- Date: 27 June 2013
- Meeting no.: 6990
- Code: S/RES/2107 (Document)
- Subject: The situation between Iraq and Kuwait
- Voting summary: 15 voted for; None voted against; None abstained;
- Result: Unanimously Adopted

Security Council composition
- Permanent members: China; France; Russia; United Kingdom; United States;
- Non-permanent members: Argentina; Australia; Azerbaijan; Guatemala; South Korea; Luxembourg; Morocco; Pakistan; Rwanda; Togo;

= United Nations Security Council Resolution 2107 =

United Nations Security Council Resolution 2701 is a United Nations Security Council resolution adopted unanimously on 27 June 2013. It removes Iraq from its obligations concerning the return of Kuwaiti and third-state nationals or their remains to their proper state that were seized under the former Saddam regime.

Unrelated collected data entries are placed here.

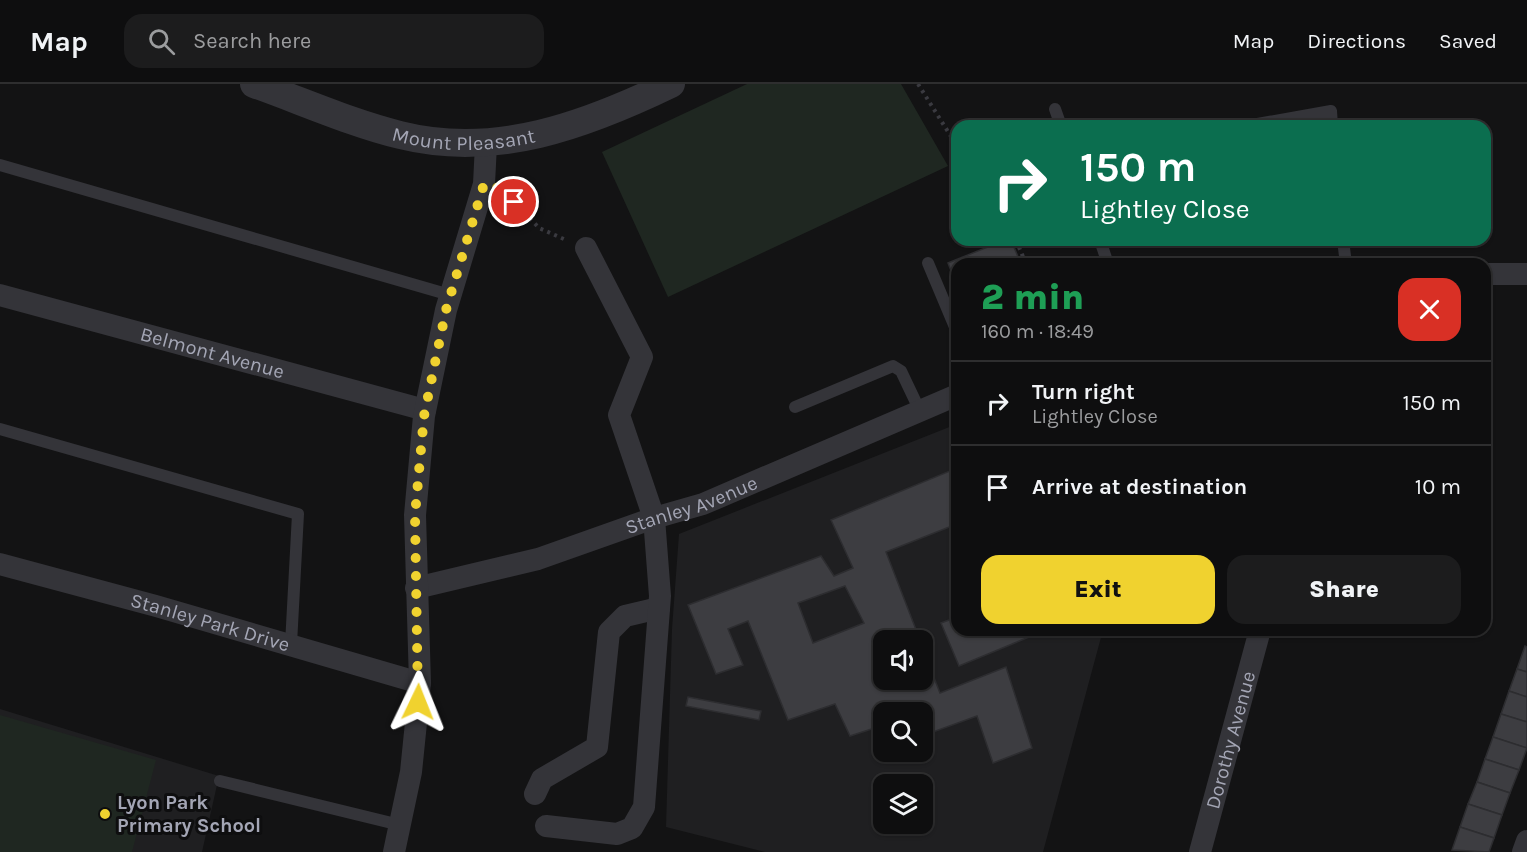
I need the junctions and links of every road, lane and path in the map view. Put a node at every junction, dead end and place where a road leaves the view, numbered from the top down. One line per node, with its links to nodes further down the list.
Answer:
1 (254, 84): 9 (street, Mount Pleasant)
2 (671, 84): 9 (street, Mount Pleasant)
3 (918, 84): 8 (path)
4 (1055, 109): 5 (lane)
5 (1059, 120)
6 (1280, 120): 7 (lane)
7 (1332, 120)
8 (951, 136)
9 (486, 144): 11 (street)
10 (0, 165): 17 (lane)
11 (484, 184): 12 (path); 17 (street)
12 (586, 248): 24 (street)
13 (928, 263): 18 (lane)
14 (1491, 274): 15 (street)
15 (1527, 274)
16 (0, 295): 21 (street, Belmont Avenue)
17 (450, 296): 21 (street)
18 (951, 318)
19 (951, 398): 22 (street, Stanley Avenue)
20 (795, 407): 22 (lane)
21 (425, 410): 26 (street)
22 (920, 411): 24 (street, Stanley Avenue)
23 (0, 429): 29 (lane)
24 (654, 518): 26 (street, Stanley Avenue); 27 (street)
25 (0, 564): 29 (street, Stanley Park Drive)
26 (416, 588): 30 (street)
27 (659, 608): 32 (street); 34 (street)
28 (1258, 636): 37 (street, Dorothy Avenue)
29 (291, 644): 30 (street, Stanley Park Drive)
30 (420, 683): 33 (street)
31 (220, 781): 33 (lane)
32 (535, 794)
33 (400, 825): 36 (street)
34 (546, 826)
35 (1527, 841): 38 (street)
36 (394, 852)
37 (1200, 852)
38 (1523, 852)

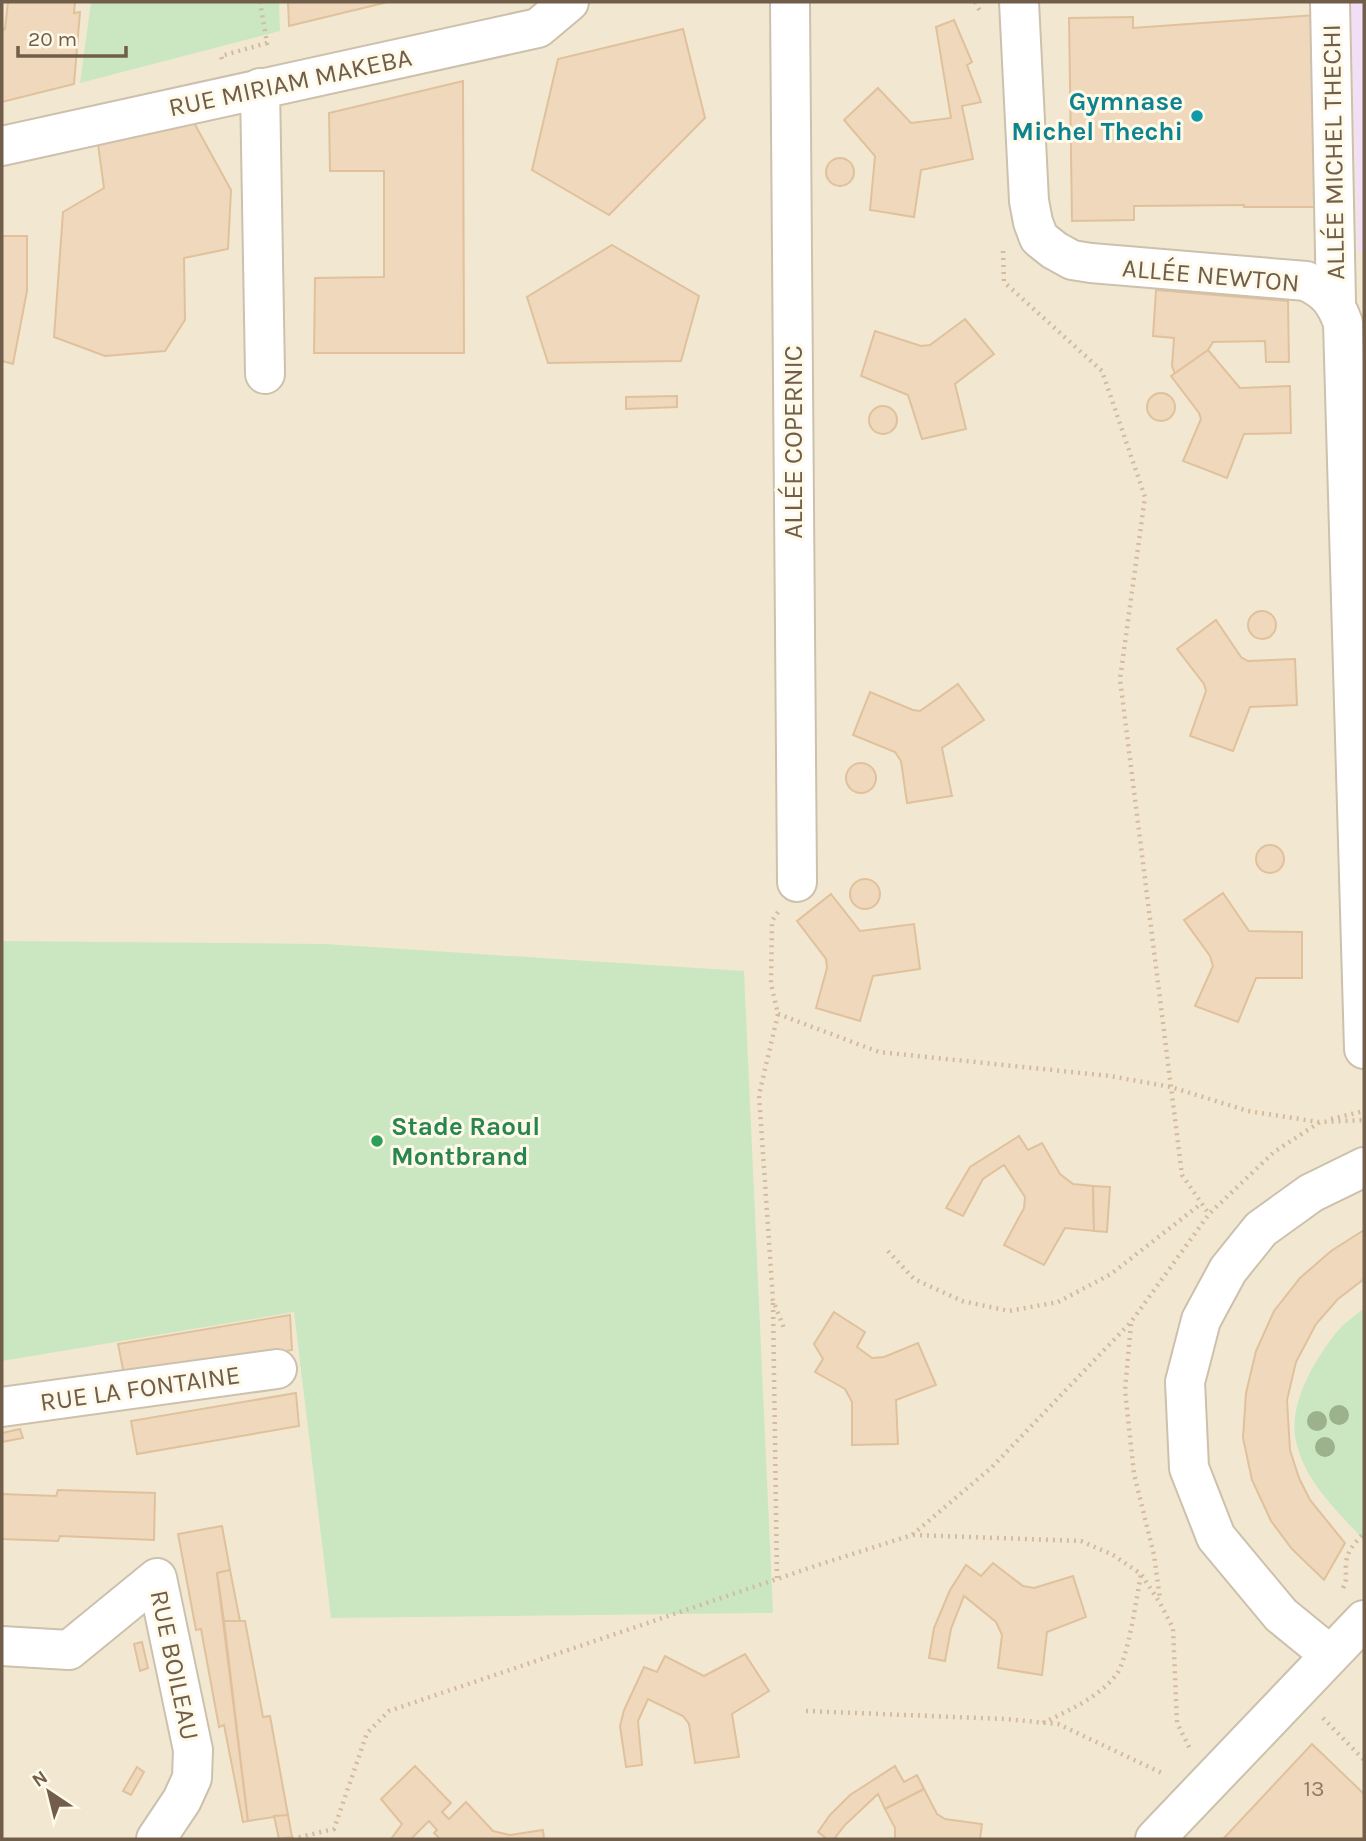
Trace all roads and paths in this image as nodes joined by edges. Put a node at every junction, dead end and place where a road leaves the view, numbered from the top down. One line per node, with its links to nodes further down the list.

Following the passage of the resolution, Hoshyar Zebari, Iraq's foreign minister, said that it marked a turning point in Iraq's relationship with the international community, and a significant step in the process of mending bilateral ties.
  All the negative aspects of the relationship between the countries have become part of the past. We will focus on the present and the future, and what the brotherly relations can achieve to consolidate peace, security and stability in the region.